* _Entries provided_
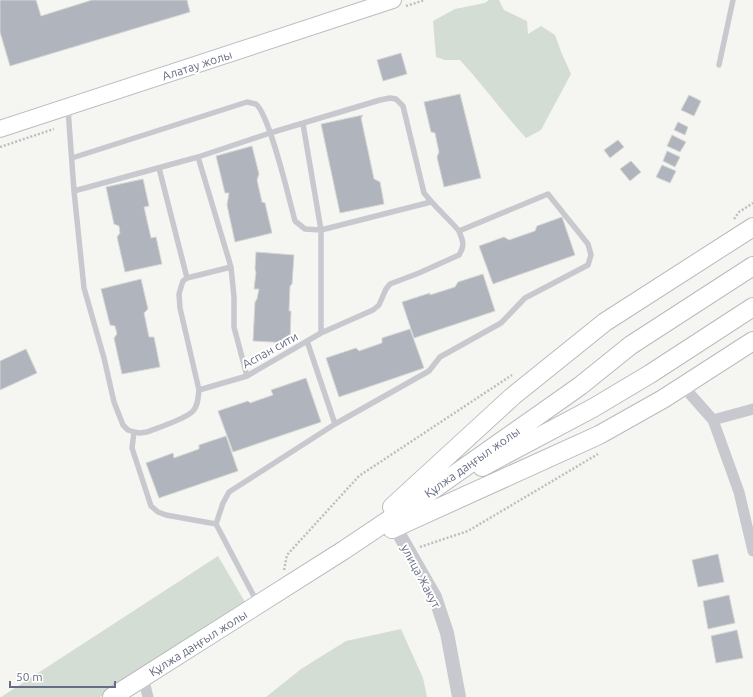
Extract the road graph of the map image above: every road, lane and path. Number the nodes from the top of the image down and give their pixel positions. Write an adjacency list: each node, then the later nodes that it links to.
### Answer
1 (393, 0): 4 (main road, Алатау жолы)
2 (733, 0): 3 (lane)
3 (719, 65)
4 (68, 107): 6 (main road, Алатау жолы); 9 (lane)
5 (303, 124): 7 (lane); 12 (lane); 14 (lane)
6 (0, 129)
7 (270, 133): 8 (lane); 9 (lane); 14 (lane)
8 (198, 157): 10 (lane); 17 (lane)
9 (72, 158): 11 (lane)
10 (159, 168): 11 (lane); 18 (lane)
11 (74, 191): 29 (lane)
12 (431, 202): 14 (lane); 15 (lane)
13 (753, 227): 34 (main road)
14 (321, 230): 20 (lane)
15 (459, 231): 20 (lane, Аспан сити); 28 (lane)
16 (753, 266): 31 (main road, Құлжа даңғыл жолы)
17 (231, 267): 18 (lane); 23 (lane)
18 (187, 278): 25 (lane)
19 (753, 307): 31 (main road, Құлжа даңғыл жолы)
20 (321, 333): 21 (lane, Аспан сити)
21 (307, 341): 23 (lane, Аспан сити); 28 (lane)
22 (753, 341): 24 (main road)
23 (247, 376): 25 (lane, Аспан сити)
24 (683, 386): 27 (street); 33 (main road)
25 (199, 390): 29 (lane)
26 (753, 409): 27 (street)
27 (713, 420): 36 (street)
28 (335, 424): 32 (lane)
29 (134, 432): 32 (lane)
30 (604, 450): 35 (path)
31 (414, 503): 34 (main road)
32 (216, 524): 37 (lane)
33 (395, 527): 34 (main road); 35 (street, улица Жакут)
34 (344, 550): 37 (main road, Құлжа даңғыл жолы)
35 (408, 551): 41 (street, улица Жакут)
36 (753, 551)
37 (258, 604): 38 (main road, Құлжа даңғыл жолы)
38 (143, 677): 39 (main road, Құлжа даңғыл жолы); 40 (street)
39 (112, 697)
40 (148, 697)
41 (459, 697)

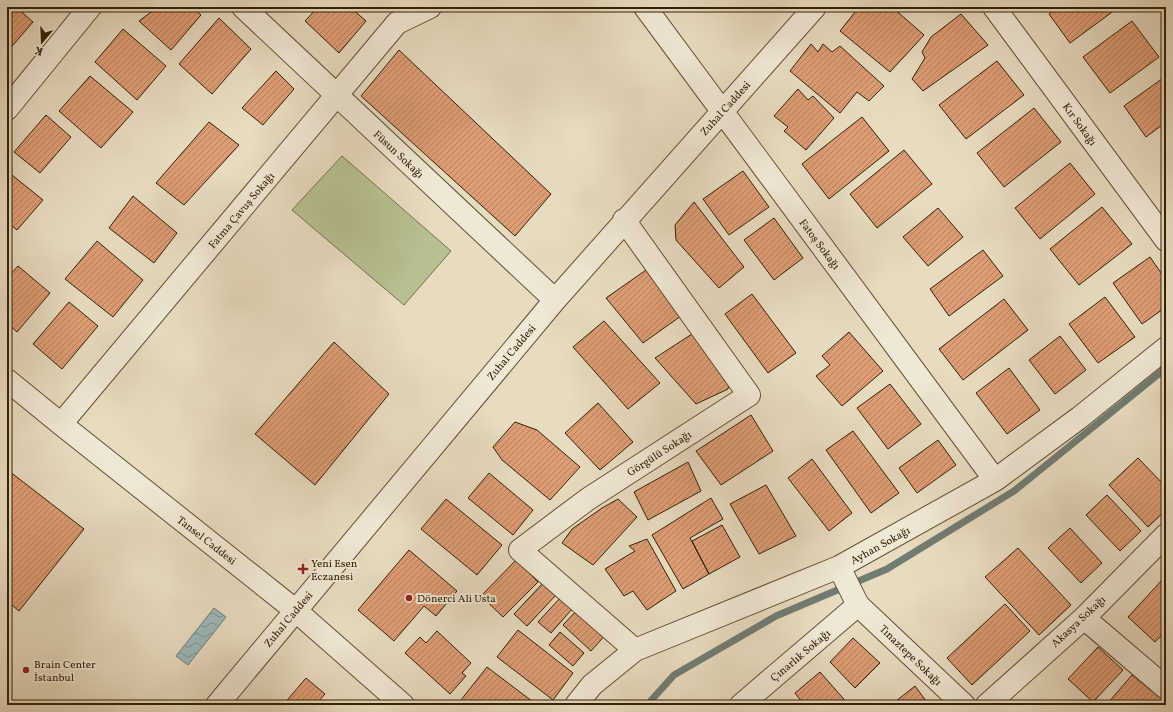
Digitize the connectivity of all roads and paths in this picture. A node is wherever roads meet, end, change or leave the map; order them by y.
1 (90, 7) edge
2 (243, 7) edge
3 (430, 7) edge
4 (645, 7) edge
5 (815, 7) edge
6 (994, 7) edge
7 (337, 96) junction
8 (7, 108) edge
9 (722, 112) junction
10 (624, 220) junction
11 (1166, 240) edge
12 (555, 300) junction
13 (1166, 348) edge
14 (7, 380) edge
15 (61, 424) junction
16 (995, 480) junction
17 (1166, 535) edge
18 (839, 567) junction
19 (858, 605) junction
20 (295, 610) junction
21 (1084, 618) junction
22 (635, 650) junction
23 (1166, 688) edge
24 (217, 705) edge
25 (403, 705) edge
26 (576, 705) edge
27 (741, 705) edge
28 (964, 705) edge
29 (987, 705) edge

1 - 8 street
2 - 7 street, Füsun Sokağı
3 - 7 street, Fatma Çavuş Sokağı
4 - 9 street, Fatoş Sokağı
5 - 9 street, Zuhal Caddesi
6 - 11 street, Kır Sokağı
7 - 12 street, Füsun Sokağı
7 - 15 street, Fatma Çavuş Sokağı
9 - 10 street, Zuhal Caddesi
9 - 16 street, Fatoş Sokağı
10 - 12 street, Zuhal Caddesi
10 - 22 street, Görgülü Sokağı
12 - 20 street, Zuhal Caddesi
13 - 16 street, Ayhan Sokağı
14 - 15 street, Tansel Caddesi
15 - 20 street, Tansel Caddesi
16 - 18 street, Ayhan Sokağı
17 - 21 street, Akasya Sokağı
18 - 19 street
18 - 22 street, Ayhan Sokağı
19 - 27 street, Çınarlık Sokağı
19 - 28 street, Tınaztepe Sokağı
20 - 24 street, Zuhal Caddesi
20 - 25 street, Tansel Caddesi
21 - 23 street
21 - 29 street, Akasya Sokağı
22 - 26 street, Ayhan Sokağı

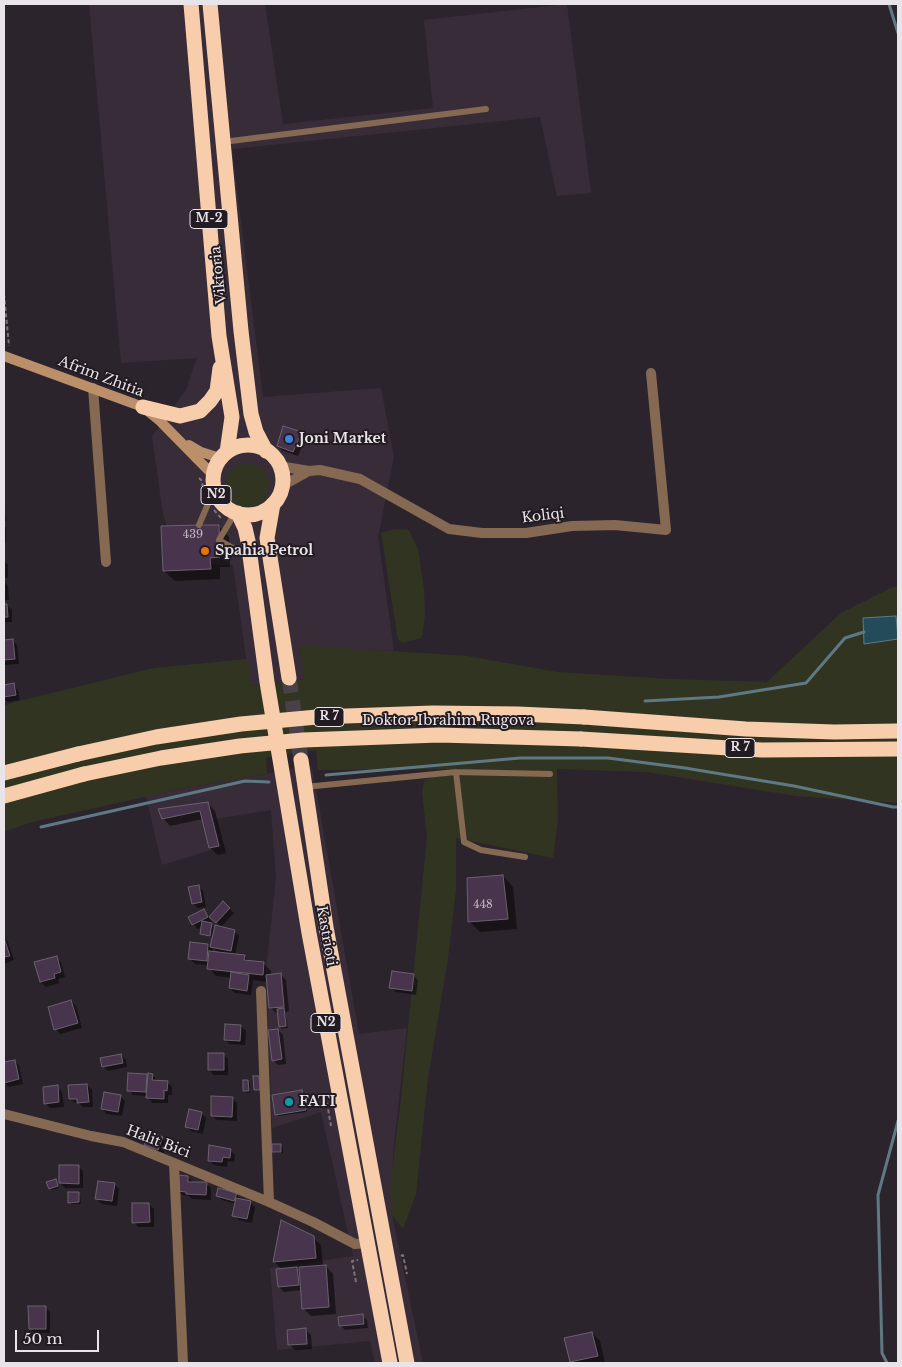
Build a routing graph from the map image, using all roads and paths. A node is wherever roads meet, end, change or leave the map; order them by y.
1 (191, 4) edge
2 (210, 4) edge
3 (486, 109) dead end
4 (222, 142) junction
5 (4, 294) edge
6 (218, 318) joint
7 (219, 336) junction
8 (7, 357) edge
9 (651, 373) dead end
10 (93, 388) junction
11 (143, 407) junction
12 (180, 440) junction
13 (266, 451) junction
14 (224, 455) junction
15 (279, 466) junction
16 (309, 472) junction
17 (196, 474) dead end
18 (213, 475) junction
19 (282, 486) junction
20 (212, 497) junction
21 (273, 504) junction
22 (234, 517) junction
23 (199, 525) dead end
24 (250, 558) junction
25 (106, 562) dead end
26 (288, 678) tunnel mouth
27 (898, 731) edge
28 (898, 749) edge
29 (301, 760) tunnel mouth
30 (456, 772) junction
31 (4, 773) edge
32 (550, 774) dead end
33 (305, 787) junction
34 (4, 796) edge
35 (525, 857) dead end
36 (260, 991) dead end
37 (326, 1100) dead end
38 (4, 1114) edge
39 (332, 1129) dead end
40 (174, 1164) junction
41 (269, 1202) junction
42 (361, 1244) junction
43 (396, 1257) dead end
44 (407, 1274) dead end
45 (356, 1282) dead end
46 (183, 1363) edge
47 (390, 1363) edge
48 (407, 1363) edge

1 - 6 highway, Viktoria / M-2
2 - 4 highway, Viktoria / M-2
3 - 4 lane
4 - 13 highway, Viktoria / M-2
5 - 8 path
6 - 7 highway, Viktoria / N2
7 - 11 highway
7 - 14 highway, Viktoria / N2
8 - 10 street, Afrim Zhitia
9 - 16 street, Koliqi
10 - 11 street, Afrim Zhitia
10 - 25 street
11 - 12 street, Afrim Zhitia
12 - 14 street, Afrim Zhitia
12 - 18 street, Afrim Zhitia
13 - 14 highway
13 - 15 highway
14 - 18 highway, N2
15 - 16 street, Koliqi
15 - 19 highway
16 - 19 street
17 - 20 path
18 - 20 highway, N2
19 - 21 highway
20 - 22 path
20 - 22 highway, N2
20 - 23 lane
21 - 22 highway, N2
21 - 26 highway
22 - 24 highway, Kastrioti / N2
22 - 24 lane
24 - 42 highway, Kastrioti / N2
27 - 31 highway, Doktor Ibrahim Rugova / R 7, bridge
28 - 34 highway, Doktor Ibrahim Rugova / R 7, bridge
29 - 33 highway, Kastrioti / N2
30 - 32 lane
30 - 33 lane
30 - 35 lane
33 - 48 highway, Kastrioti / N2
36 - 41 street
37 - 39 path
38 - 40 street, Halit Bici
40 - 41 street, Halit Bici
40 - 46 street
41 - 42 street, Halit Bici
42 - 45 path
42 - 47 highway, Kastrioti / N2
43 - 44 path

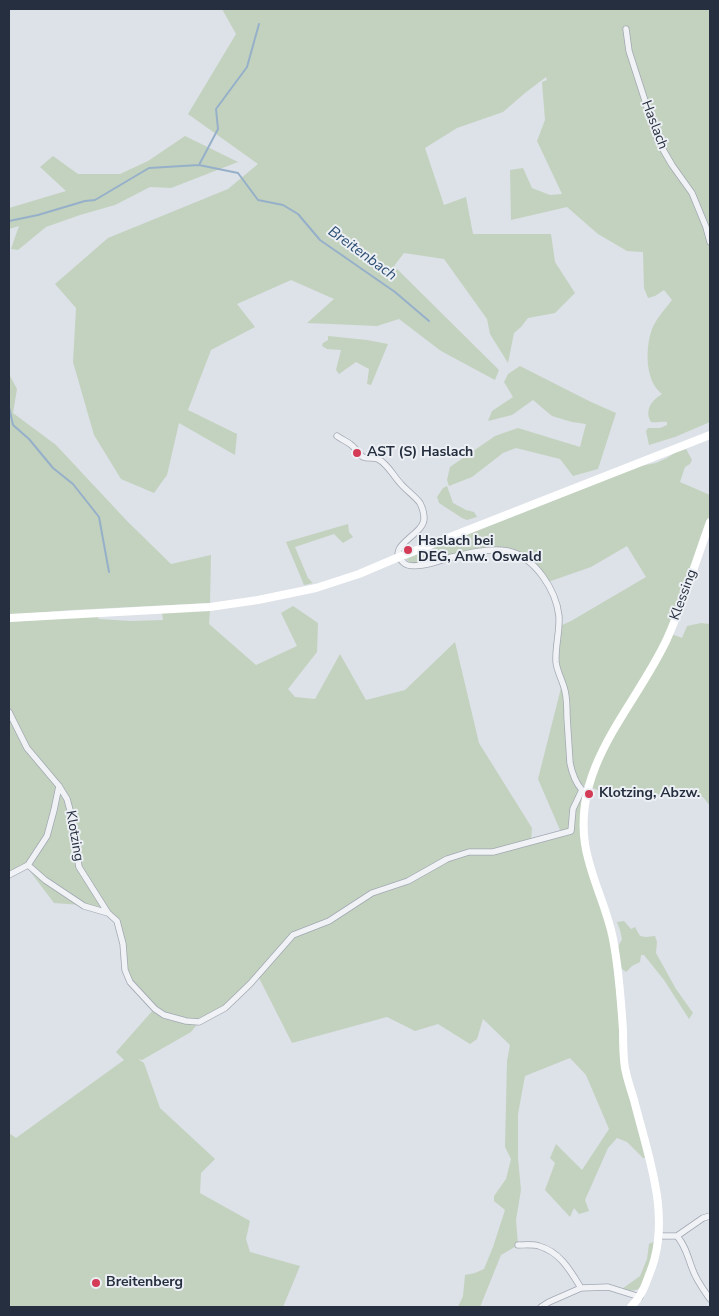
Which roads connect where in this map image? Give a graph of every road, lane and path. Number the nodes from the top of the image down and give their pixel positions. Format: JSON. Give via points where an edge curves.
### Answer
{"nodes":[{"id":1,"x":626,"y":29,"type":"dead end"},
{"id":2,"x":710,"y":242,"type":"edge"},
{"id":3,"x":710,"y":435,"type":"edge"},
{"id":4,"x":337,"y":436,"type":"dead end"},
{"id":5,"x":710,"y":522,"type":"edge"},
{"id":6,"x":399,"y":557,"type":"junction"},
{"id":7,"x":9,"y":618,"type":"edge"},
{"id":8,"x":9,"y":712,"type":"edge"},
{"id":9,"x":59,"y":786,"type":"junction"},
{"id":10,"x":585,"y":790,"type":"junction"},
{"id":11,"x":28,"y":865,"type":"junction"},
{"id":12,"x":9,"y":875,"type":"edge"},
{"id":13,"x":108,"y":912,"type":"junction"},
{"id":14,"x":710,"y":1216,"type":"edge"},
{"id":15,"x":659,"y":1236,"type":"junction"},
{"id":16,"x":677,"y":1236,"type":"junction"},
{"id":17,"x":518,"y":1245,"type":"dead end"},
{"id":18,"x":580,"y":1288,"type":"junction"},
{"id":19,"x":640,"y":1297,"type":"junction"},
{"id":20,"x":710,"y":1299,"type":"edge"},
{"id":21,"x":541,"y":1307,"type":"edge"},
{"id":22,"x":631,"y":1307,"type":"edge"}],
"edges":[{"from":1,"to":2,"type":"street","name":"Haslach","via":[[629,50],[658,142],[692,193]]},
{"from":3,"to":6,"type":"street"},
{"from":4,"to":6,"type":"street","via":[[363,457],[373,458],[387,466],[419,502],[423,523],[400,547]]},
{"from":5,"to":10,"type":"street","name":"Klessing","via":[[684,599],[666,640],[620,717]]},
{"from":6,"to":7,"type":"street","via":[[316,588],[258,600],[210,607]]},
{"from":6,"to":10,"type":"street","via":[[412,566],[479,552],[508,551],[522,557],[542,575],[558,609],[556,661],[565,691],[570,762],[577,784]]},
{"from":8,"to":9,"type":"street","name":"Klotzing","via":[[27,748]]},
{"from":9,"to":11,"type":"street","via":[[46,836]]},
{"from":9,"to":13,"type":"street","name":"Klotzing","via":[[70,810],[79,867]]},
{"from":10,"to":13,"type":"street","name":"Klotzing","via":[[573,809],[571,831],[493,852],[469,852],[447,859],[408,881],[372,893],[329,920],[293,935],[225,1008],[199,1022],[186,1021],[155,1009],[130,982],[117,921]]},
{"from":10,"to":15,"type":"street","name":"Klessing","via":[[585,843],[613,939],[620,983],[625,1067],[650,1161],[658,1201]]},
{"from":11,"to":12,"type":"street"},
{"from":11,"to":13,"type":"street","via":[[84,906]]},
{"from":14,"to":16,"type":"street"},
{"from":15,"to":16,"type":"street"},
{"from":15,"to":19,"type":"street","name":"Klessing","via":[[653,1265]]},
{"from":16,"to":20,"type":"street"},
{"from":17,"to":18,"type":"street","via":[[538,1246],[556,1253]]},
{"from":18,"to":19,"type":"street","via":[[608,1287]]},
{"from":18,"to":21,"type":"street"},
{"from":19,"to":22,"type":"street","name":"Klessing"}]}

* _Description of the task_
Throughout the data above, report every line that contains the string "order".

* _Written response_
Digitize the connectivity of all roads and paths in this picture. A node is wherever roads meet, end, change or leave the map; order them by y.
Build a routing graph from the map image, using all roads and paths. A node is wherever roads meet, end, change or leave the map; order them by y.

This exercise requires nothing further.